WHAT YOU ARE ASKED TO DO:
Word for word, write out the entries that follow, omitting all pictures.

Dataset entries
________________________________________
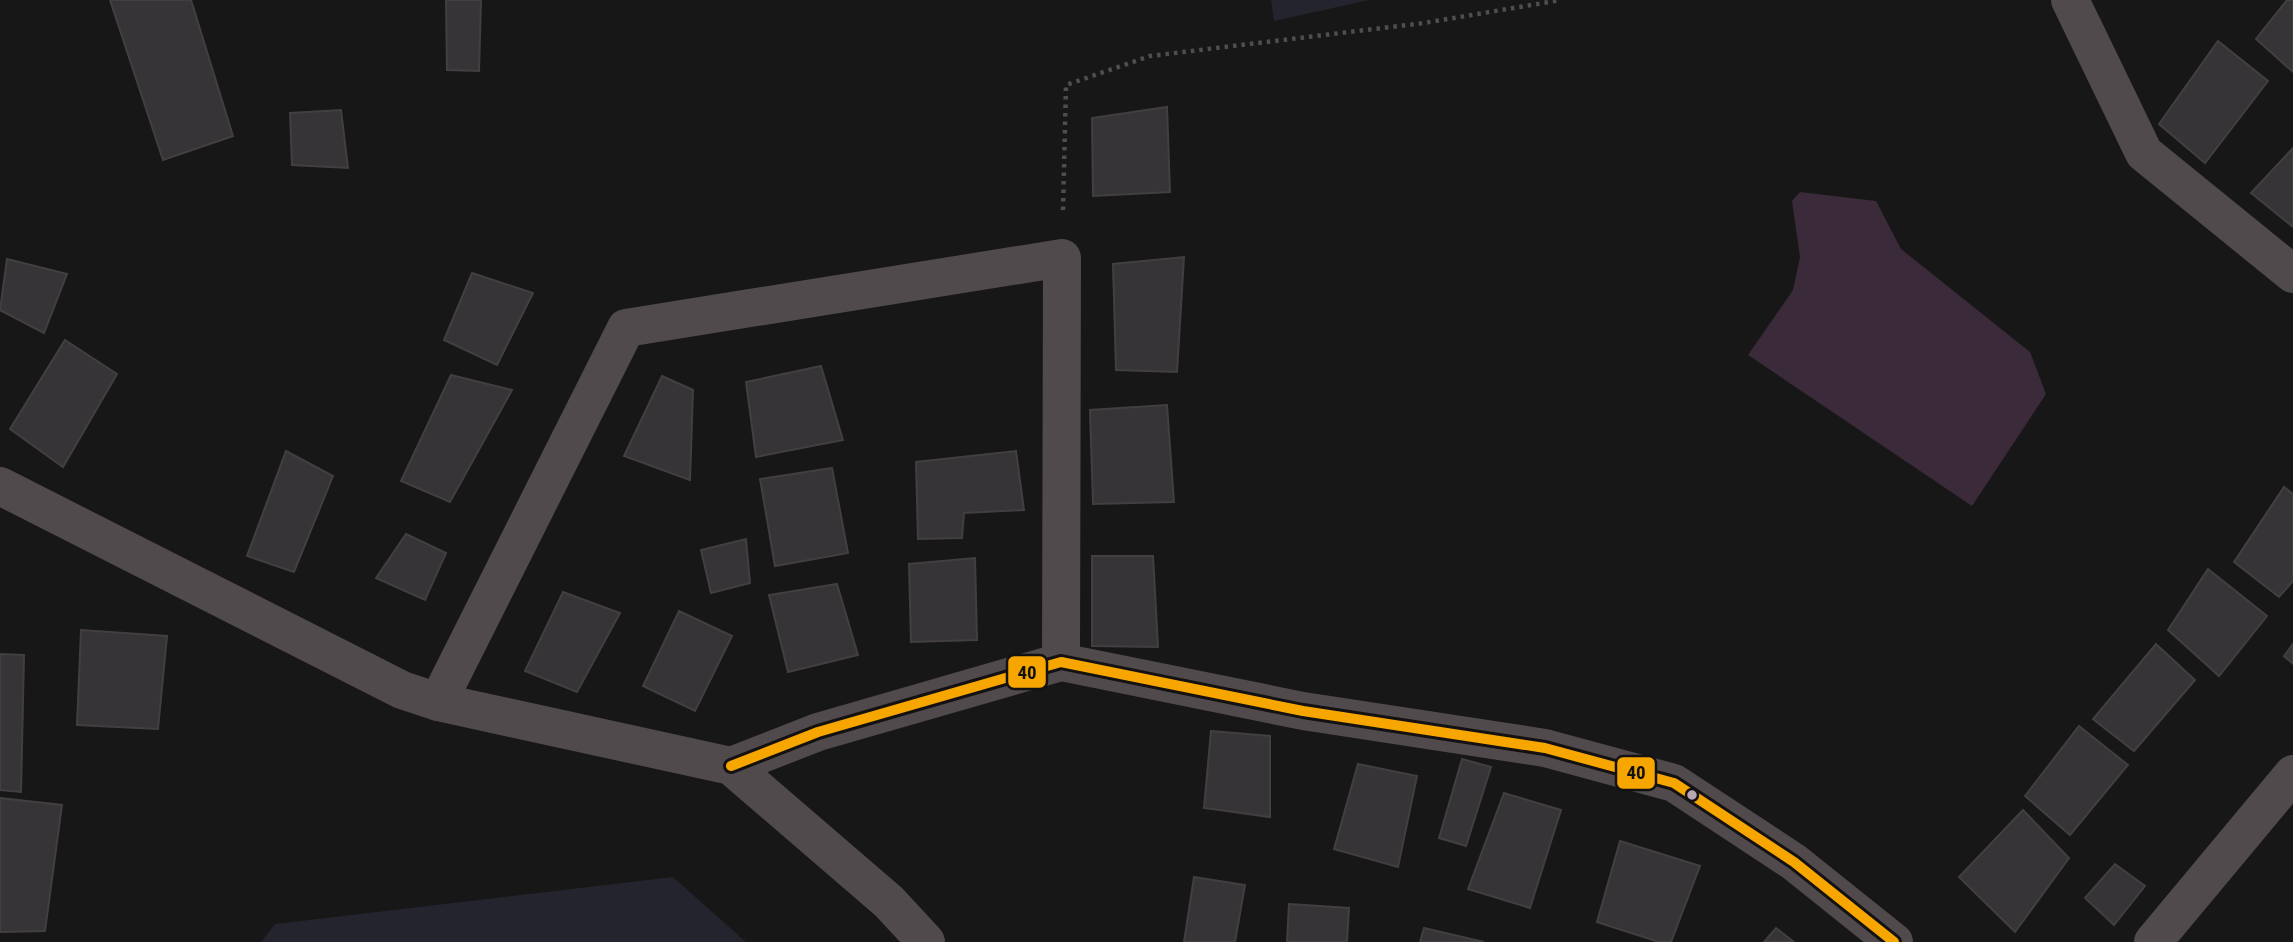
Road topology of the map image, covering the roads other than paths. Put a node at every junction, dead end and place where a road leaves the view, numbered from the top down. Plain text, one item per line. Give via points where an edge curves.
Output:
1 (2070, 0) edge
2 (2293, 274) edge
3 (0, 486) edge
4 (1061, 662) junction
5 (438, 702) junction
6 (731, 766) junction
7 (2293, 774) edge
8 (926, 942) edge
9 (1894, 942) edge
10 (2153, 942) edge

1 - 2 street via 2144,153
3 - 5 street via 402,690
4 - 5 street via 1062,258 625,328
4 - 6 street via 818,732
4 - 9 street via 1303,712 1545,748 1674,783 1794,862
5 - 6 street
6 - 8 street via 889,902
7 - 10 street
________________________________________
THE ANSWER:
Road topology of the map image, covering the roads other than paths. Put a node at every junction, dead end and place where a road leaves the view, numbered from the top down. Plain text, one item per line. Give via points where an edge curves.
Output:
1 (2070, 0) edge
2 (2293, 274) edge
3 (0, 486) edge
4 (1061, 662) junction
5 (438, 702) junction
6 (731, 766) junction
7 (2293, 774) edge
8 (926, 942) edge
9 (1894, 942) edge
10 (2153, 942) edge

1 - 2 street via 2144,153
3 - 5 street via 402,690
4 - 5 street via 1062,258 625,328
4 - 6 street via 818,732
4 - 9 street via 1303,712 1545,748 1674,783 1794,862
5 - 6 street
6 - 8 street via 889,902
7 - 10 street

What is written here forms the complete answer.